I love Fluxx, in all its variations, and Math Fluxx is no exception. Fans of the Fluxx line will see a lot that they recognize in this box, including 99% of the New Rules and Action cards. Some of the new New Rule cards incorporate the theme by use of Grafting, Addition, Multiplication, or some combination of Addition, Subtraction, Multiplication, and Division. The Meta Rules can also put some of these New Rules into effect permanently. All the Keepers in the game are numbers from 0 to 10 and this leads to the strongest use of the theme - the Goals. There are 29 Goal cards in the game, which range from basic (Today's Date or Your Own Age) to cleverly funny (101 Spotted Dogs or Numbers Be Hungry a.k.a. 7 8 9). There are even a few goal cards that you may get, but your kids won't, such as The Speed of a Long Playing Record (33), The Speed of Time Travel (88), and The Ultimate Answer (42). So consider this game not only a math lesson, but a culture lesson as well!

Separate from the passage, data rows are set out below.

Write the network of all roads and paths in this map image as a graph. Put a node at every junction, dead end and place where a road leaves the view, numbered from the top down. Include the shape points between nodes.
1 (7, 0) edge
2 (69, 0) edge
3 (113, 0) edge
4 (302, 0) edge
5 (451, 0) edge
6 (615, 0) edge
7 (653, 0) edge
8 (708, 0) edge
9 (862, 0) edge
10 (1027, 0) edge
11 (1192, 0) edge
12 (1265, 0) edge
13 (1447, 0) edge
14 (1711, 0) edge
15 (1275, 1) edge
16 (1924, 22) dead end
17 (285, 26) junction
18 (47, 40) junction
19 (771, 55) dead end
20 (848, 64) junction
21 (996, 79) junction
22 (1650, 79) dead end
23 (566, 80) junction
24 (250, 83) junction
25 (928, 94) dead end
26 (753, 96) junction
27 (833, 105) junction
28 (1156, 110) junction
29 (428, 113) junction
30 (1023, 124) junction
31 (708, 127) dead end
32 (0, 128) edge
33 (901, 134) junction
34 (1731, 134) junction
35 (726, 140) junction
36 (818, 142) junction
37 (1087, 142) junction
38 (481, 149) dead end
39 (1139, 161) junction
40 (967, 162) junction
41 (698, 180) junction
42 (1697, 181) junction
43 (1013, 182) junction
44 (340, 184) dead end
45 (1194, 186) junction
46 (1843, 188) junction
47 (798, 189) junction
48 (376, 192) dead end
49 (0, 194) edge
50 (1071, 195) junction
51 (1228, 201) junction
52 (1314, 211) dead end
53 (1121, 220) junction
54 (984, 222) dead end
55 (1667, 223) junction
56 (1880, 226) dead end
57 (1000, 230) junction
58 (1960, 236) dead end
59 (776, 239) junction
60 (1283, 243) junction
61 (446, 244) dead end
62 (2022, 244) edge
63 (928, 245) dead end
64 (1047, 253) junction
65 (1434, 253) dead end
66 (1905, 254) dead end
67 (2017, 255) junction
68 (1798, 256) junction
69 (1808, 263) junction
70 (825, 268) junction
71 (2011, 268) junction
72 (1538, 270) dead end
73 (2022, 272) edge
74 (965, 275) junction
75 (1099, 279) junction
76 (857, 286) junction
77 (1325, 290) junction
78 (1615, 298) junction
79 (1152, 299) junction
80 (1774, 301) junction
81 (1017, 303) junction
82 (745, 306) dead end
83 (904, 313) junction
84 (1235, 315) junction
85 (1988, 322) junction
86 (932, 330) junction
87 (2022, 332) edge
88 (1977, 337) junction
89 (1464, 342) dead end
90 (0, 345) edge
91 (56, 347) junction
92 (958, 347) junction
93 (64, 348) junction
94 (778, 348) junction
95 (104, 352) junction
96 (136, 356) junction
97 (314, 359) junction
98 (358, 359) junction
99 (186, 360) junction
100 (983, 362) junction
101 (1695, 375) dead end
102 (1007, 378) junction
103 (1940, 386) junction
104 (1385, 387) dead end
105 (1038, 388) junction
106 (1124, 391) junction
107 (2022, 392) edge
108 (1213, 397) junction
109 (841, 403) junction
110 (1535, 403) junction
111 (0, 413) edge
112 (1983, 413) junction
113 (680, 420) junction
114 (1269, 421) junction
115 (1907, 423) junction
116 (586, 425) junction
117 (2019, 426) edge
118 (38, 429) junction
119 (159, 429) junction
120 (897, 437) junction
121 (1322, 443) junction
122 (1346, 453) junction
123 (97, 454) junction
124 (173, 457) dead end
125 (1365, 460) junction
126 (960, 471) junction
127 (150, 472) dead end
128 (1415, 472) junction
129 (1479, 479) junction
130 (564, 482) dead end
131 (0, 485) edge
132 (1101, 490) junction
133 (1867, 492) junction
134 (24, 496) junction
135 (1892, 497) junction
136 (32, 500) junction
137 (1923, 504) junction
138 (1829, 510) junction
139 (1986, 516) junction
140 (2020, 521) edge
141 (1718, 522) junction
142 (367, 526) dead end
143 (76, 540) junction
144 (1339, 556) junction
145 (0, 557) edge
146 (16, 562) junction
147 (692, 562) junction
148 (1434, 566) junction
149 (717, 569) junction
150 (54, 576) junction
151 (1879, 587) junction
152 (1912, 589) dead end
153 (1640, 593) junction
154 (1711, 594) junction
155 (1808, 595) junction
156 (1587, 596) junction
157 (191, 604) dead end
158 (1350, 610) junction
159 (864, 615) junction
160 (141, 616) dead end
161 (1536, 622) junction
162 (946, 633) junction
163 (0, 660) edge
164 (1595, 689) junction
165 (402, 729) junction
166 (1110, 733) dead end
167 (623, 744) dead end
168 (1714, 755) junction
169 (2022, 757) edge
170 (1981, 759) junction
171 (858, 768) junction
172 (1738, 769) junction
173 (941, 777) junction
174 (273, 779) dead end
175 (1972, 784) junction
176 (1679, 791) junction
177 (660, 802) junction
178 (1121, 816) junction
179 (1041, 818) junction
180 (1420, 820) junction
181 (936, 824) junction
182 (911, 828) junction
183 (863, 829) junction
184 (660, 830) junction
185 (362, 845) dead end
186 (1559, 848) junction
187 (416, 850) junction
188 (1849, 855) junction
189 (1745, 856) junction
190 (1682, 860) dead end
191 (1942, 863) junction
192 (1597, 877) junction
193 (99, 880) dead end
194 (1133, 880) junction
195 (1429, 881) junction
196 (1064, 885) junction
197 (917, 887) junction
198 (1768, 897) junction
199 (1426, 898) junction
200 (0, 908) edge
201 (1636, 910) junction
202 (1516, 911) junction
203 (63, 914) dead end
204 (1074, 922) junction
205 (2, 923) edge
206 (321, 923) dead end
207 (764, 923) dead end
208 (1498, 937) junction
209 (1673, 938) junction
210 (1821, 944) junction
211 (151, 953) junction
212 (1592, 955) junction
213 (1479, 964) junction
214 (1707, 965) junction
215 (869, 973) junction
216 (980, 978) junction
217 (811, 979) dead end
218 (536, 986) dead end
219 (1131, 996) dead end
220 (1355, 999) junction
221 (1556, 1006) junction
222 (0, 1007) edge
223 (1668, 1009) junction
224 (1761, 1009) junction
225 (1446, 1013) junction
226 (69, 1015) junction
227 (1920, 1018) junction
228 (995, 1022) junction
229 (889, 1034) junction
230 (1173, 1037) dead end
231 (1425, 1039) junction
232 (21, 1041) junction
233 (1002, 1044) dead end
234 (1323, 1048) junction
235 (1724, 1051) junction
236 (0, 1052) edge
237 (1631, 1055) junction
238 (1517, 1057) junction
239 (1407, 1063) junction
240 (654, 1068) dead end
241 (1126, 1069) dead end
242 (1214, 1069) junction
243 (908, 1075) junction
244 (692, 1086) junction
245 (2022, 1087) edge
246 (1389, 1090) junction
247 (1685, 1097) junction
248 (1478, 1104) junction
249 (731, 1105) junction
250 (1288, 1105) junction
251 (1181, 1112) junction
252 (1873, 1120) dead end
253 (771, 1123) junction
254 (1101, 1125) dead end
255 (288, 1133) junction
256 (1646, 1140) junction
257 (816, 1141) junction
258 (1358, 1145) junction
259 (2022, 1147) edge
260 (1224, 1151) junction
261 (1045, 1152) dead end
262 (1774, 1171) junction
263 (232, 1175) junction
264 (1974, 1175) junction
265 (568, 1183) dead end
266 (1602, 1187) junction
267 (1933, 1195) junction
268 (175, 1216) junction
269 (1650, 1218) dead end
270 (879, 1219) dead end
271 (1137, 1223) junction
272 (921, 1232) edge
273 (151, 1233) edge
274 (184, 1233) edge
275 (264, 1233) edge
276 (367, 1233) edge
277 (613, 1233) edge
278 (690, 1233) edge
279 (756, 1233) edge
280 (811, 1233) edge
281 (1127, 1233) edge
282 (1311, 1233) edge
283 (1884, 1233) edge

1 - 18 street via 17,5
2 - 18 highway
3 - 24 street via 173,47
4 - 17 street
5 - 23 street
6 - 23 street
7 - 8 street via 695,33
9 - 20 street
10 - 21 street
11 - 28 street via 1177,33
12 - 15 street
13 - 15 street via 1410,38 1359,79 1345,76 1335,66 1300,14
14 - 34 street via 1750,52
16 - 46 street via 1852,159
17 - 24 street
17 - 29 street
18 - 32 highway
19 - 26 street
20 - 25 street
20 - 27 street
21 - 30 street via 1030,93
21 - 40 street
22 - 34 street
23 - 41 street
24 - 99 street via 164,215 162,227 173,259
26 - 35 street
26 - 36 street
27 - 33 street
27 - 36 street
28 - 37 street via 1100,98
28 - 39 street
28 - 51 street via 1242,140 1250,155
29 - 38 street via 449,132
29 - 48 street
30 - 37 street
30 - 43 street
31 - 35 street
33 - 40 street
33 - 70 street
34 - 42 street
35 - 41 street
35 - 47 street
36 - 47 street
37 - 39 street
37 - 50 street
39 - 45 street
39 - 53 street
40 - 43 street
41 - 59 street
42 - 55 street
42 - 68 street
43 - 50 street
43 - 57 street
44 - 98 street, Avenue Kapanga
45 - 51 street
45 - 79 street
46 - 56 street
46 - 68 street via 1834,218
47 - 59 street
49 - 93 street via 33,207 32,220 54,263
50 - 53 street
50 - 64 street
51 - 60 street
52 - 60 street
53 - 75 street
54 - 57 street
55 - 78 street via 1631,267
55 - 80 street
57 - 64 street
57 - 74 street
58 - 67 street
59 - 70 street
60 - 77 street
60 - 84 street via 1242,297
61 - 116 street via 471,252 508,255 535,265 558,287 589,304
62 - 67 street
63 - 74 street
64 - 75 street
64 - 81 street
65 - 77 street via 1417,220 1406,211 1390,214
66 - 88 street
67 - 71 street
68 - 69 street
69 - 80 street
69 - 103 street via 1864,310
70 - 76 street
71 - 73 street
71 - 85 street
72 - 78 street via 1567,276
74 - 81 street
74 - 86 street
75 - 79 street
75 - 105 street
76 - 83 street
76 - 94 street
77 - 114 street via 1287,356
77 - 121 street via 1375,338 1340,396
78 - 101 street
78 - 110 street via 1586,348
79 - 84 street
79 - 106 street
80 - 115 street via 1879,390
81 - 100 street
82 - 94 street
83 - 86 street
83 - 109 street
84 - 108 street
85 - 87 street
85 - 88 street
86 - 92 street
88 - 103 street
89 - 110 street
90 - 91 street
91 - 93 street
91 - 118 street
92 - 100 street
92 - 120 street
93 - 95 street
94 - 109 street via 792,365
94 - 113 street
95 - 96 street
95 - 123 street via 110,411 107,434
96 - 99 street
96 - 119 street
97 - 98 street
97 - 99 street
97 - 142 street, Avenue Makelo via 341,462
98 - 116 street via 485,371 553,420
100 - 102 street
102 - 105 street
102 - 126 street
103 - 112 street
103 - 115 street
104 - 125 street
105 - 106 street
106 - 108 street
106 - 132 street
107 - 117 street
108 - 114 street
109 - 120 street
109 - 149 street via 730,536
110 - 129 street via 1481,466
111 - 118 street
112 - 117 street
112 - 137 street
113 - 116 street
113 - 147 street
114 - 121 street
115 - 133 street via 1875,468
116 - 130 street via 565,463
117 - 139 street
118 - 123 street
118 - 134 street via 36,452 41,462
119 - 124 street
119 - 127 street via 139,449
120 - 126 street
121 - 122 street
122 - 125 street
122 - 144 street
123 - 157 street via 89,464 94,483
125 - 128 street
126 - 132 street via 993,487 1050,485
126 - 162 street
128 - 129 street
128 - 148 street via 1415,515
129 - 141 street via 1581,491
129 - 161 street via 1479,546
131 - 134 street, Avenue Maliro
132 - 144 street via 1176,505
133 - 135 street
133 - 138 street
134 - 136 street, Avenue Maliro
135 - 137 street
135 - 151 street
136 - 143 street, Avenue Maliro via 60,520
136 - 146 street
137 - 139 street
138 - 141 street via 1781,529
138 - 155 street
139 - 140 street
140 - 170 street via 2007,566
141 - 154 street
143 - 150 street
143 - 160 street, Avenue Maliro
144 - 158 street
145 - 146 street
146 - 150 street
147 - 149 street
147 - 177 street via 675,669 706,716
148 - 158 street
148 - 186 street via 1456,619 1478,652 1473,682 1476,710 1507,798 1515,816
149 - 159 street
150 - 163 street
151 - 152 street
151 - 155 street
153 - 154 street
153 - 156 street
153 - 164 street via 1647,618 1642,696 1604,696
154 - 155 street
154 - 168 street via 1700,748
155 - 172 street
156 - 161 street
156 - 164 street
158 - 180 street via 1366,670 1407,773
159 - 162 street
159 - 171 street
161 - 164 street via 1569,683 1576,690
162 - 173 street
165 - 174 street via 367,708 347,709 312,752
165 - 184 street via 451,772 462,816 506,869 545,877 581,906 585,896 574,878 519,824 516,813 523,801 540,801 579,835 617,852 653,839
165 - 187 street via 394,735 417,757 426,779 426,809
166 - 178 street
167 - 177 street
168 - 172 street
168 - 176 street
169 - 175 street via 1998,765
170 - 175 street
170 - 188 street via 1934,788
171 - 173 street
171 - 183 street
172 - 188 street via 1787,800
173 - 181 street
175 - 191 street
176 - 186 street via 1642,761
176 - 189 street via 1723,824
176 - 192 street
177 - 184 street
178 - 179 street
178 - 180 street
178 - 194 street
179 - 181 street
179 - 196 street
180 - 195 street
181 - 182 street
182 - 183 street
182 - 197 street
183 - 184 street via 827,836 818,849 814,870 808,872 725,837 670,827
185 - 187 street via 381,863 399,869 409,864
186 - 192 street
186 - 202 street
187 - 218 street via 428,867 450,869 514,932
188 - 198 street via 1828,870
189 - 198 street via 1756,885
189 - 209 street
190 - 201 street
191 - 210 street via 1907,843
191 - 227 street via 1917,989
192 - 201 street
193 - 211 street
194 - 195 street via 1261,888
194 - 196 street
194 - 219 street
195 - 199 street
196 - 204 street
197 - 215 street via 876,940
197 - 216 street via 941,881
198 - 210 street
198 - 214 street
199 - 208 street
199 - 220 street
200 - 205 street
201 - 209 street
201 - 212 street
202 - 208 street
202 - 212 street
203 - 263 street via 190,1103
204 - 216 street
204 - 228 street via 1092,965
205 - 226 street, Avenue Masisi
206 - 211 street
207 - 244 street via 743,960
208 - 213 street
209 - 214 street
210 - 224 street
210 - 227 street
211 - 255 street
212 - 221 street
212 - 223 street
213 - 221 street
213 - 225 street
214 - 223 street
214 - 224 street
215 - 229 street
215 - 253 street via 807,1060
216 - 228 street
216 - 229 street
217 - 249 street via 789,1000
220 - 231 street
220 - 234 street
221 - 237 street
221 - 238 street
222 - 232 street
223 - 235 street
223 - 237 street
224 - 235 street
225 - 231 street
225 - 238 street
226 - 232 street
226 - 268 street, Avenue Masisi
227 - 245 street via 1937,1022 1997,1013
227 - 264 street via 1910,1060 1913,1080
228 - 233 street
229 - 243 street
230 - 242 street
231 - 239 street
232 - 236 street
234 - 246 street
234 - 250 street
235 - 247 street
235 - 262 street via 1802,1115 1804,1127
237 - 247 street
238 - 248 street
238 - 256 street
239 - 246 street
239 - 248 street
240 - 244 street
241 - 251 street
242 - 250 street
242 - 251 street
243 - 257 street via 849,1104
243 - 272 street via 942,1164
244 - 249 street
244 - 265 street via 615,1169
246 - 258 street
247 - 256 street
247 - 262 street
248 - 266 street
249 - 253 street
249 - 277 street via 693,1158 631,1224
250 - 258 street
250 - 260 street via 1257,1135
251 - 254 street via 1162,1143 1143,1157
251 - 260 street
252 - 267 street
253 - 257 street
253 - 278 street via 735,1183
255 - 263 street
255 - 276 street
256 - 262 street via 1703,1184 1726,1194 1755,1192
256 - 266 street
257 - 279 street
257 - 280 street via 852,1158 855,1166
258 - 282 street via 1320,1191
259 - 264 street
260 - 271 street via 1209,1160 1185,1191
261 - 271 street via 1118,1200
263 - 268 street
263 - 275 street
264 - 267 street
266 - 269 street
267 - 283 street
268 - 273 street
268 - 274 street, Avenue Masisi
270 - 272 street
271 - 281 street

Those not familiar with Fluxx will find this game a blast to play, just because you never know when it's going to end. Some games will only last a few hands, just because of the way the game falls. Other games will be a slug-fest game of hoarding Keepers, denying your opponents Goals they need, and resetting the rules after you used the benefit, so no one else can use them. What's great about Math Fluxx is that it's not only fun to play, but it's going to teach your kids as well. The summer is quickly approaching, and you are going to want to keep your kids' brains active during the summer. This is a perfect game to do that. In addition to this being a fun game for the classroom, this game is also great for the homeschooling crowd. I especially love the background artwork on the cards that replaces a generic white with graph paper. It's a small thing, but makes it pop. With the simple game play and low price point, this game is very friendly for families on a budget.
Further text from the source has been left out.